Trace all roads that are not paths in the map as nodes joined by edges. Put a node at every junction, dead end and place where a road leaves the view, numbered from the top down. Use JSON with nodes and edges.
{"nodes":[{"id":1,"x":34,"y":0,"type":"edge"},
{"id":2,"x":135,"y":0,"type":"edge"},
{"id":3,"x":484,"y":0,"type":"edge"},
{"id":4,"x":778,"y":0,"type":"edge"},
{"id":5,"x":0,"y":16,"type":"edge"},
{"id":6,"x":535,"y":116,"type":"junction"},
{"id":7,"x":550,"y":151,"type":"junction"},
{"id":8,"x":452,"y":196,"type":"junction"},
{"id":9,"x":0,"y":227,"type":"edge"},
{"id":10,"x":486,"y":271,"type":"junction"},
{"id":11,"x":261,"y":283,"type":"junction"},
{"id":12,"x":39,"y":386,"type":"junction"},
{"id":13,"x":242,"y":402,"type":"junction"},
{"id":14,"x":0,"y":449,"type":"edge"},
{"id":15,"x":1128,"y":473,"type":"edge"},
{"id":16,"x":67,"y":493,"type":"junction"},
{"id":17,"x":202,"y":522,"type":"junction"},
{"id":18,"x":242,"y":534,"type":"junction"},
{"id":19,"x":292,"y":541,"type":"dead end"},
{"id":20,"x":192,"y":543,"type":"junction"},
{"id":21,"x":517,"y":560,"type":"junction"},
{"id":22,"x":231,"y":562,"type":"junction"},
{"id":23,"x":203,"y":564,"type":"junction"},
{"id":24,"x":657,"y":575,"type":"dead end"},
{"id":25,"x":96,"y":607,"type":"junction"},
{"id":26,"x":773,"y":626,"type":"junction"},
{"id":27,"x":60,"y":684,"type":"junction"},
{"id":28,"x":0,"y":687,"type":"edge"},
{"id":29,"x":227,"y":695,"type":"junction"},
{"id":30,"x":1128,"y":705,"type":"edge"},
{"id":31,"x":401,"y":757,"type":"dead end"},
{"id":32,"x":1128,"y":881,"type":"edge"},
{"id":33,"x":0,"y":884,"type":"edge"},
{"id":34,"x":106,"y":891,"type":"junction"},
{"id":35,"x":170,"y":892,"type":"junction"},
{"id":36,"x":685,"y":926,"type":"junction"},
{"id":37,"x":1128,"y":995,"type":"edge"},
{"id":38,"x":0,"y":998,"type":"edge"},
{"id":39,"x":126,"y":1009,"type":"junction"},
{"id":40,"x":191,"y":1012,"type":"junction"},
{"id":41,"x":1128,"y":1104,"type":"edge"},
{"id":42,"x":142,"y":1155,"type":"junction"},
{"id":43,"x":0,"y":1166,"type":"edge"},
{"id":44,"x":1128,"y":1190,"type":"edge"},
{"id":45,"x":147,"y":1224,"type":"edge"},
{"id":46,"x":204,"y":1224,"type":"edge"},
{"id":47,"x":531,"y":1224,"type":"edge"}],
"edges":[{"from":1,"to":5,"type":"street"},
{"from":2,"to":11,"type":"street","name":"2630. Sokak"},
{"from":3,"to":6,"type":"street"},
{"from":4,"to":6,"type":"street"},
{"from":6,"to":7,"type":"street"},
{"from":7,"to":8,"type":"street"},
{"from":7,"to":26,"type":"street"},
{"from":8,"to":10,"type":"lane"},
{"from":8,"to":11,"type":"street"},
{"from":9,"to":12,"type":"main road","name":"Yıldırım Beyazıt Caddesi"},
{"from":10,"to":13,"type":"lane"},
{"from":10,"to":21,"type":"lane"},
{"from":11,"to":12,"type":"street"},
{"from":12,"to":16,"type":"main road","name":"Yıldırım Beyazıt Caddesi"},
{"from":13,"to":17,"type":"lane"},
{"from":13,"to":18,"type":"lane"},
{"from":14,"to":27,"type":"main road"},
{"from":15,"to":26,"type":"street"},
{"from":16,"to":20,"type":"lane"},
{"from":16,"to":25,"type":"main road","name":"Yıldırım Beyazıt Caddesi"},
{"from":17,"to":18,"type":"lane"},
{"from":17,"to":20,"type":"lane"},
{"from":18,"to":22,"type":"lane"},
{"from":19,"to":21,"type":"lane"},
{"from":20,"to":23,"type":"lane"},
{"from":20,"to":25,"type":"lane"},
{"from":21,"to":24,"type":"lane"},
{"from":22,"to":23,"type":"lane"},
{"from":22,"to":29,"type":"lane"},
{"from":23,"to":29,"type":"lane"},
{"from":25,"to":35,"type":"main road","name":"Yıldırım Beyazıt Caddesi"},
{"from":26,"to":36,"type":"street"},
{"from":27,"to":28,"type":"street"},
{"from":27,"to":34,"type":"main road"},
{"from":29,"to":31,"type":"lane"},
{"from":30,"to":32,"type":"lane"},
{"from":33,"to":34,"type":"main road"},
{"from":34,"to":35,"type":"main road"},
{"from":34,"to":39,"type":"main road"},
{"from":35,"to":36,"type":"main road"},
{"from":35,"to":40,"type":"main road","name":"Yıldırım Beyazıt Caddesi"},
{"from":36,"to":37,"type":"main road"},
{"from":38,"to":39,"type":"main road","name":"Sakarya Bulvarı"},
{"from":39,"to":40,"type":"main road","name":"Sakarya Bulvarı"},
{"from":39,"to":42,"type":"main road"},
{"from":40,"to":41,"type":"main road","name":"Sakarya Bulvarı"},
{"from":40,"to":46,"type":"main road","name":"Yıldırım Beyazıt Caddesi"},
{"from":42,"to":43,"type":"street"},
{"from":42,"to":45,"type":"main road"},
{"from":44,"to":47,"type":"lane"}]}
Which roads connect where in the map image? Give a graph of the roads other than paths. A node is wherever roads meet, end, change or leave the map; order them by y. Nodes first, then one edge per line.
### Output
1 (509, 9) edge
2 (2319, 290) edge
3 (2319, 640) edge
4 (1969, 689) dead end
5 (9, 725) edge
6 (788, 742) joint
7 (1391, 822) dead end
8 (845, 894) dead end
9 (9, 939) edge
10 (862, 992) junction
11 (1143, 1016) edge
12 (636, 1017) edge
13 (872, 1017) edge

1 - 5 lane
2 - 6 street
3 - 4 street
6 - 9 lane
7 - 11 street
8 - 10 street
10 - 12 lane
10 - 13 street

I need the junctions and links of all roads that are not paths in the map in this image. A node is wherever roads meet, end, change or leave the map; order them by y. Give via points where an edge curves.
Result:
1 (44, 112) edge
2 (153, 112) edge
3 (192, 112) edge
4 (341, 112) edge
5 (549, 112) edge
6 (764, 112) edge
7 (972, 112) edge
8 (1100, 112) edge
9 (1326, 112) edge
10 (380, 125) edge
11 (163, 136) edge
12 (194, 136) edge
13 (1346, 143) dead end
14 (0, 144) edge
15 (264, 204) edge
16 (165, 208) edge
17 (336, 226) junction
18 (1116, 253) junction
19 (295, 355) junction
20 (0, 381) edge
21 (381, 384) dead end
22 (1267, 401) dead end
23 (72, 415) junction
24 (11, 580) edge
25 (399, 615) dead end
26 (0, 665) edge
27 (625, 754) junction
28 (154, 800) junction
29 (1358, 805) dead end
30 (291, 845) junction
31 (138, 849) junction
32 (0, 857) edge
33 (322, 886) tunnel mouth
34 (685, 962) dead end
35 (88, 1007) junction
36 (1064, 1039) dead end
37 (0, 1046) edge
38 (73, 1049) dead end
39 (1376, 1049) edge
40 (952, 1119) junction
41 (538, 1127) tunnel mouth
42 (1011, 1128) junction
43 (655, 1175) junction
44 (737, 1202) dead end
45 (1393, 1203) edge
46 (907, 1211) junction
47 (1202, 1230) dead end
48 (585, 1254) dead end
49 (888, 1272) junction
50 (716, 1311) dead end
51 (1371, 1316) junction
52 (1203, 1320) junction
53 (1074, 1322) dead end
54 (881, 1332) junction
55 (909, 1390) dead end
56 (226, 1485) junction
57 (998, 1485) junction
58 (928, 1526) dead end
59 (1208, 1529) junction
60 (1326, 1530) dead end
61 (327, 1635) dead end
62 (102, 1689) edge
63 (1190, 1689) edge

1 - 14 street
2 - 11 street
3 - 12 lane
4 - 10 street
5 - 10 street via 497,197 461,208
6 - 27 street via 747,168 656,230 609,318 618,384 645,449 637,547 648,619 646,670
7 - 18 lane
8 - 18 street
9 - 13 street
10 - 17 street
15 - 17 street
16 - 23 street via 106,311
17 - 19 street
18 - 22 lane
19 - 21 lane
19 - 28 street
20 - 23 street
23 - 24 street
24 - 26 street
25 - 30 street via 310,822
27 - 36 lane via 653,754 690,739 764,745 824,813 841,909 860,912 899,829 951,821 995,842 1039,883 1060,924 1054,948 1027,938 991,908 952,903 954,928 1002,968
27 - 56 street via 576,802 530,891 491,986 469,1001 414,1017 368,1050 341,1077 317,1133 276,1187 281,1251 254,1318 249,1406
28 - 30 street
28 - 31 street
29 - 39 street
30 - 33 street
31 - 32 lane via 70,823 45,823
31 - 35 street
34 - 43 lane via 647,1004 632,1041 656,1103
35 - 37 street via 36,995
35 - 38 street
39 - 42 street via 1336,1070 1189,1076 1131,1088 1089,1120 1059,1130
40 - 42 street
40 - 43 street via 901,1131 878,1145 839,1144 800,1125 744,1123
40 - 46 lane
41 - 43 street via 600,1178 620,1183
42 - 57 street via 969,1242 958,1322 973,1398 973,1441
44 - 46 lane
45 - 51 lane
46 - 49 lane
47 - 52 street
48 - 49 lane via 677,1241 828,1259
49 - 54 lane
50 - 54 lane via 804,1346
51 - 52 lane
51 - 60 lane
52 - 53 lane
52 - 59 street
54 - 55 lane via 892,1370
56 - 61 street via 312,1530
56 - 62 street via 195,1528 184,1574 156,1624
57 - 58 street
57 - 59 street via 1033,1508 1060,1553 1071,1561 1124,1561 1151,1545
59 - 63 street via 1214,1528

▶ _Task directions_: Scan the material above for the word "that", and copy each line where it appears.

▶ _Solution_:
Trace all roads that are not paths in the map as nodes joined by edges. Put a node at every junction, dead end and place where a road leaves the view, numbered from the top down. Use JSON with nodes and edges.
I need the junctions and links of all roads that are not paths in the map in this image. A node is wherever roads meet, end, change or leave the map; order them by y. Give via points where an edge curves.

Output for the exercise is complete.